Exercise:
Find every line in the entries that holds the string "graph" and report it.

⟨

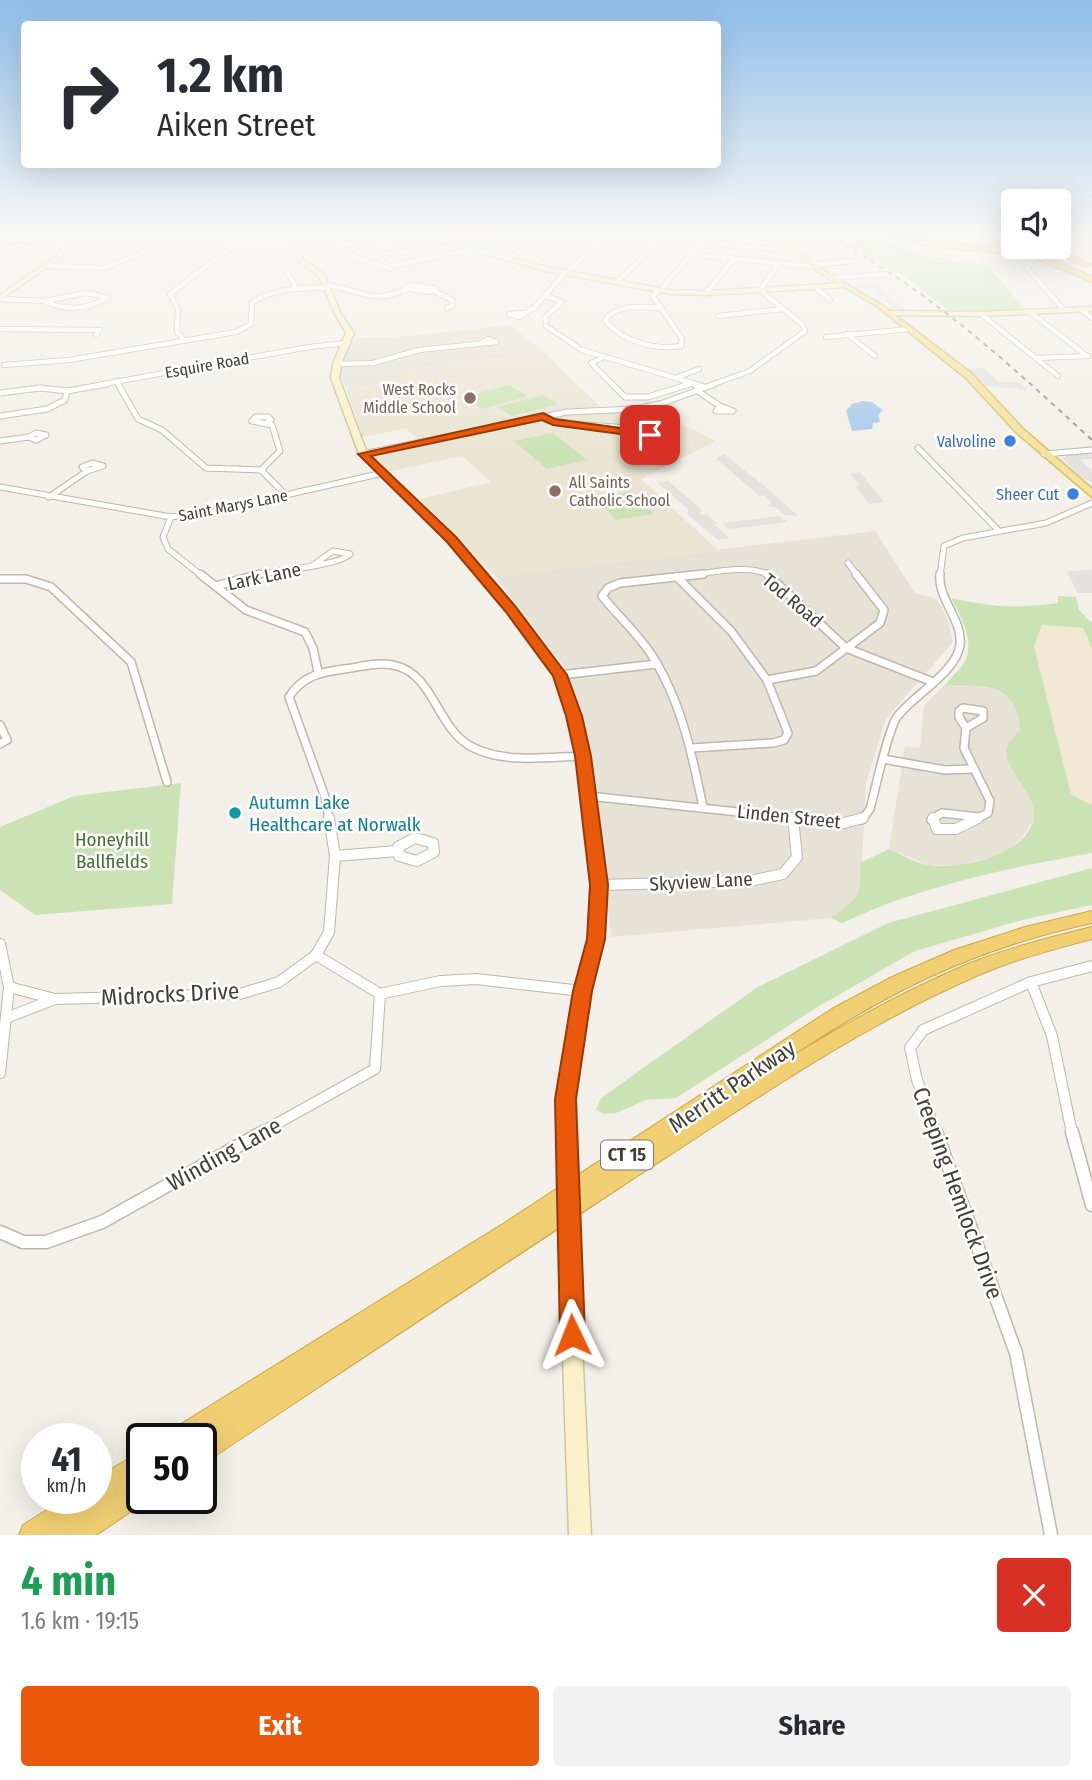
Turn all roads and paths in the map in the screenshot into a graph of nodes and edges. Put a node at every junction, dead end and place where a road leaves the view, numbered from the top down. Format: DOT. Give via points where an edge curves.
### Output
graph roads {
  1 [pos="177,308"];
  2 [pos="252,308"];
  3 [pos="335,308"];
  4 [pos="534,308"];
  5 [pos="556,308"];
  6 [pos="660,308"];
  7 [pos="881,308"];
  8 [pos="1062,308"];
  9 [pos="622,309"];
  10 [pos="783,309"];
  11 [pos="1080,309"];
  12 [pos="1092,309"];
  13 [pos="1064,310"];
  14 [pos="1030,312"];
  15 [pos="523,313"];
  16 [pos="889,313"];
  17 [pos="981,314"];
  18 [pos="718,316"];
  19 [pos="1092,318"];
  20 [pos="0,329"];
  21 [pos="909,329"];
  22 [pos="847,334"];
  23 [pos="96,335"];
  24 [pos="826,337"];
  25 [pos="184,340"];
  26 [pos="348,343"];
  27 [pos="481,343"];
  28 [pos="875,356"];
  29 [pos="1090,356"];
  30 [pos="604,357"];
  31 [pos="1035,358"];
  32 [pos="1,364"];
  33 [pos="337,364"];
  34 [pos="699,369"];
  35 [pos="1058,376"];
  36 [pos="678,377"];
  37 [pos="117,381"];
  38 [pos="693,383"];
  39 [pos="704,387"];
  40 [pos="695,390"];
  41 [pos="67,391"];
  42 [pos="0,393"];
  43 [pos="720,405"];
  44 [pos="0,416"];
  45 [pos="543,417"];
  46 [pos="267,423"];
  47 [pos="29,437"];
  48 [pos="0,440"];
  49 [pos="651,446"];
  50 [pos="918,448"];
  51 [pos="1092,450"];
  52 [pos="363,454"];
  53 [pos="1044,454"];
  54 [pos="261,470"];
  55 [pos="87,471"];
  56 [pos="383,473"];
  57 [pos="0,487"];
  58 [pos="1092,494"];
  59 [pos="286,495"];
  60 [pos="49,497"];
  61 [pos="1092,503"];
  62 [pos="171,517"];
  63 [pos="999,531"];
  64 [pos="848,563"];
  65 [pos="313,565"];
  66 [pos="677,577"];
  67 [pos="0,579"];
  68 [pos="216,586"];
  69 [pos="846,648"];
  70 [pos="657,664"];
  71 [pos="318,672"];
  72 [pos="560,675"];
  73 [pos="767,680"];
  74 [pos="933,682"];
  75 [pos="0,725"];
  76 [pos="966,728"];
  77 [pos="0,744"];
  78 [pos="691,748"];
  79 [pos="583,756"];
  80 [pos="883,759"];
  81 [pos="972,769"];
  82 [pos="167,782"];
  83 [pos="588,796"];
  84 [pos="703,807"];
  85 [pos="793,817"];
  86 [pos="979,817"];
  87 [pos="397,851"];
  88 [pos="335,856"];
  89 [pos="599,885"];
  90 [pos="1092,917"];
  91 [pos="1092,933"];
  92 [pos="0,944"];
  93 [pos="316,955"];
  94 [pos="1092,966"];
  95 [pos="1031,982"];
  96 [pos="9,987"];
  97 [pos="582,991"];
  98 [pos="380,994"];
  99 [pos="55,999"];
  100 [pos="6,1018"];
  101 [pos="0,1073"];
  102 [pos="1092,1205"];
  103 [pos="0,1232"];
  104 [pos="206,1423"];
  105 [pos="217,1440"];
  106 [pos="126,1500"];
  107 [pos="65,1514"];
  108 [pos="33,1535"];
  109 [pos="72,1535"];
  110 [pos="580,1535"];
  111 [pos="1051,1535"];
  1 -- 25 [label="street" via="177,332"];
  2 -- 25 [label="street" via="255,319 243,330"];
  3 -- 26 [label="main road" via="350,333"];
  4 -- 15 [label="street"];
  5 -- 30 [label="street" via="545,317 550,331"];
  6 -- 9 [label="street"];
  6 -- 9 [label="street" via="683,340 681,346 649,343 613,330 606,318"];
  7 -- 16 [label="main road"];
  8 -- 13 [label="street"];
  10 -- 18 [label="street"];
  10 -- 39 [label="street" via="804,327 803,334 750,371"];
  11 -- 12 [label="main road"];
  11 -- 13 [label="main road"];
  11 -- 19 [label="street"];
  13 -- 14 [label="main road"];
  14 -- 17 [label="main road"];
  14 -- 29 [label="street"];
  16 -- 17 [label="main road"];
  16 -- 21 [label="main road"];
  17 -- 31 [label="street"];
  20 -- 23 [label="street" via="100,330"];
  21 -- 22 [label="street"];
  21 -- 53 [label="main road" via="969,376"];
  22 -- 24 [label="street"];
  22 -- 28 [label="street"];
  25 -- 32 [label="street" via="69,360"];
  26 -- 33 [label="main road"];
  26 -- 37 [label="street, Esquire Road"];
  27 -- 33 [label="street" via="373,363"];
  29 -- 31 [label="street"];
  30 -- 36 [label="street"];
  30 -- 38 [label="street" via="591,363 625,397 648,397"];
  31 -- 35 [label="street"];
  33 -- 52 [label="main road" via="335,378"];
  34 -- 36 [label="street"];
  36 -- 38 [label="street"];
  37 -- 41 [label="street, Esquire Road"];
  37 -- 54 [label="street" via="138,419 162,430 206,468"];
  38 -- 39 [label="street"];
  39 -- 40 [label="street"];
  40 -- 43 [label="street"];
  40 -- 45 [label="street" via="647,406"];
  41 -- 42 [label="street, Esquire Road" via="48,388"];
  41 -- 44 [label="street, Esquire Road" via="65,400 55,407"];
  45 -- 49 [label="street" via="639,432 656,440"];
  45 -- 52 [label="street"];
  46 -- 54 [label="street" via="274,427 280,451"];
  47 -- 48 [label="street"];
  50 -- 63 [label="street"];
  51 -- 53 [label="street"];
  52 -- 56 [label="main road"];
  53 -- 58 [label="main road"];
  54 -- 59 [label="street"];
  55 -- 60 [label="street"];
  56 -- 59 [label="street, Saint Marys Lane"];
  56 -- 72 [label="main road" via="452,539"];
  57 -- 60 [label="street, Saint Marys Lane"];
  59 -- 62 [label="street, Saint Marys Lane"];
  60 -- 62 [label="street, Saint Marys Lane"];
  61 -- 63 [label="street, Linden Street" via="1046,523"];
  62 -- 68 [label="street" via="163,537 169,549"];
  63 -- 74 [label="street, Linden Street" via="944,546 939,584 960,644"];
  64 -- 69 [label="street" via="884,610 880,623"];
  65 -- 65 [label="street, Lark Lane" via="343,561 349,554 333,551"];
  65 -- 68 [label="street, Lark Lane"];
  66 -- 69 [label="street, Tod Road" via="748,569 765,572"];
  66 -- 70 [label="street, Tod Road" via="620,583 602,596"];
  66 -- 73 [label="street" via="731,631"];
  67 -- 82 [label="street" via="26,579 51,587 131,662"];
  68 -- 71 [label="street" via="246,610 305,632"];
  69 -- 73 [label="street" via="816,671"];
  69 -- 74 [label="street, Tod Road"];
  70 -- 72 [label="street"];
  70 -- 78 [label="street"];
  71 -- 79 [label="street" via="400,666 422,683 454,736 471,747 508,756"];
  71 -- 88 [label="street" via="294,687 289,697 325,797"];
  72 -- 79 [label="main road"];
  73 -- 78 [label="street" via="788,733 784,740"];
  74 -- 80 [label="street, Linden Street" via="896,718"];
  75 -- 77 [label="street" via="7,740"];
  76 -- 81 [label="street" via="964,748"];
  78 -- 84 [label="street"];
  79 -- 83 [label="main road"];
  80 -- 81 [label="street" via="945,770"];
  80 -- 85 [label="street, Linden Street" via="870,809 862,820"];
  81 -- 86 [label="street" via="990,801 988,813"];
  83 -- 84 [label="street, Linden Street"];
  83 -- 89 [label="main road"];
  84 -- 85 [label="street, Linden Street"];
  85 -- 89 [label="street, Skyview Lane" via="797,857 783,874 750,881"];
  86 -- 86 [label="street" via="948,831 937,829 931,819 942,813"];
  87 -- 88 [label="street"];
  88 -- 93 [label="street" via="329,932"];
  89 -- 97 [label="main road" via="596,939"];
  90 -- 104 [label="highway, Merritt Parkway / CT 15" via="983,946 881,990"];
  91 -- 105 [label="highway, Merritt Parkway / CT 15" via="959,973 861,1024"];
  92 -- 96 [label="street"];
  93 -- 98 [label="street"];
  93 -- 99 [label="street, Midrocks Drive" via="279,982 240,994"];
  94 -- 95 [label="street, Creeping Hemlock Drive"];
  95 -- 102 [label="street" via="1041,1001"];
  95 -- 111 [label="street, Creeping Hemlock Drive" via="923,1030 911,1048 917,1080 1016,1353"];
  96 -- 99 [label="street, Midrocks Drive"];
  96 -- 100 [label="street"];
  97 -- 98 [label="street" via="467,979"];
  97 -- 110 [label="main road, bridge" via="566,1099"];
  98 -- 103 [label="street, Winding Lane" via="374,1069 102,1222 46,1242 12,1240"];
  99 -- 100 [label="street, Midrocks Drive"];
  100 -- 101 [label="street"];
  106 -- 109 [label="highway"];
  107 -- 108 [label="highway"];
}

⟩

Output below:
Turn all roads and paths in the map in the screenshot into a graph of nodes and edges. Put a node at every junction, dead end and place where a road leaves the view, numbered from the top down. Format: DOT. Give via points where an edge curves.
graph roads {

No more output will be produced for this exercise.